--- START ---

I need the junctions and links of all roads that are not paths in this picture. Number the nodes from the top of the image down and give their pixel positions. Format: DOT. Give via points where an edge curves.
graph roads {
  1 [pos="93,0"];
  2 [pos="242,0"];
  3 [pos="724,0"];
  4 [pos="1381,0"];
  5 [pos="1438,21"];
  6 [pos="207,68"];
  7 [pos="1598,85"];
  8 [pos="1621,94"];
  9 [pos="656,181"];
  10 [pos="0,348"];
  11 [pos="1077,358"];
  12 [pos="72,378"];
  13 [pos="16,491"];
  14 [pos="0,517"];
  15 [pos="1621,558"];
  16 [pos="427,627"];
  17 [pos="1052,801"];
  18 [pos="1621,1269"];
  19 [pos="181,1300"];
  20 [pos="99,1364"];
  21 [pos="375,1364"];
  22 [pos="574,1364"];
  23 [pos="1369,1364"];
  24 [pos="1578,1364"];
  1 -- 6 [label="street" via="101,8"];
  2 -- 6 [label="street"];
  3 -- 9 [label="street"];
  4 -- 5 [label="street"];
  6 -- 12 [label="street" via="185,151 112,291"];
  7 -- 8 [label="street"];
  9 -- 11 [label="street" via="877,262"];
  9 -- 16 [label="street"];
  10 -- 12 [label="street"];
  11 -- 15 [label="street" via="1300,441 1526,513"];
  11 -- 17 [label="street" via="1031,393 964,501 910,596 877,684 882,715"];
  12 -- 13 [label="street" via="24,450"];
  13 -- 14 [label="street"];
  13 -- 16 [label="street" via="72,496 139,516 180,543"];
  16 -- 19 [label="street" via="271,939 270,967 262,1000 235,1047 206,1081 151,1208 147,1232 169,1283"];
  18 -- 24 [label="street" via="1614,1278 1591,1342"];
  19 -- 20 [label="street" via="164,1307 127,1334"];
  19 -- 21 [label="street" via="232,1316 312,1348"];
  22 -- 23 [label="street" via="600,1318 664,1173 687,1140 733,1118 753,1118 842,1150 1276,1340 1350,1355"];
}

--- END ---

#### BRIEF:
Copy the data above exactly. Every line must be included.

#### PROBLEM SOLUTION:
I need the junctions and links of all roads that are not paths in this picture. Number the nodes from the top of the image down and give their pixel positions. Format: DOT. Give via points where an edge curves.
graph roads {
  1 [pos="93,0"];
  2 [pos="242,0"];
  3 [pos="724,0"];
  4 [pos="1381,0"];
  5 [pos="1438,21"];
  6 [pos="207,68"];
  7 [pos="1598,85"];
  8 [pos="1621,94"];
  9 [pos="656,181"];
  10 [pos="0,348"];
  11 [pos="1077,358"];
  12 [pos="72,378"];
  13 [pos="16,491"];
  14 [pos="0,517"];
  15 [pos="1621,558"];
  16 [pos="427,627"];
  17 [pos="1052,801"];
  18 [pos="1621,1269"];
  19 [pos="181,1300"];
  20 [pos="99,1364"];
  21 [pos="375,1364"];
  22 [pos="574,1364"];
  23 [pos="1369,1364"];
  24 [pos="1578,1364"];
  1 -- 6 [label="street" via="101,8"];
  2 -- 6 [label="street"];
  3 -- 9 [label="street"];
  4 -- 5 [label="street"];
  6 -- 12 [label="street" via="185,151 112,291"];
  7 -- 8 [label="street"];
  9 -- 11 [label="street" via="877,262"];
  9 -- 16 [label="street"];
  10 -- 12 [label="street"];
  11 -- 15 [label="street" via="1300,441 1526,513"];
  11 -- 17 [label="street" via="1031,393 964,501 910,596 877,684 882,715"];
  12 -- 13 [label="street" via="24,450"];
  13 -- 14 [label="street"];
  13 -- 16 [label="street" via="72,496 139,516 180,543"];
  16 -- 19 [label="street" via="271,939 270,967 262,1000 235,1047 206,1081 151,1208 147,1232 169,1283"];
  18 -- 24 [label="street" via="1614,1278 1591,1342"];
  19 -- 20 [label="street" via="164,1307 127,1334"];
  19 -- 21 [label="street" via="232,1316 312,1348"];
  22 -- 23 [label="street" via="600,1318 664,1173 687,1140 733,1118 753,1118 842,1150 1276,1340 1350,1355"];
}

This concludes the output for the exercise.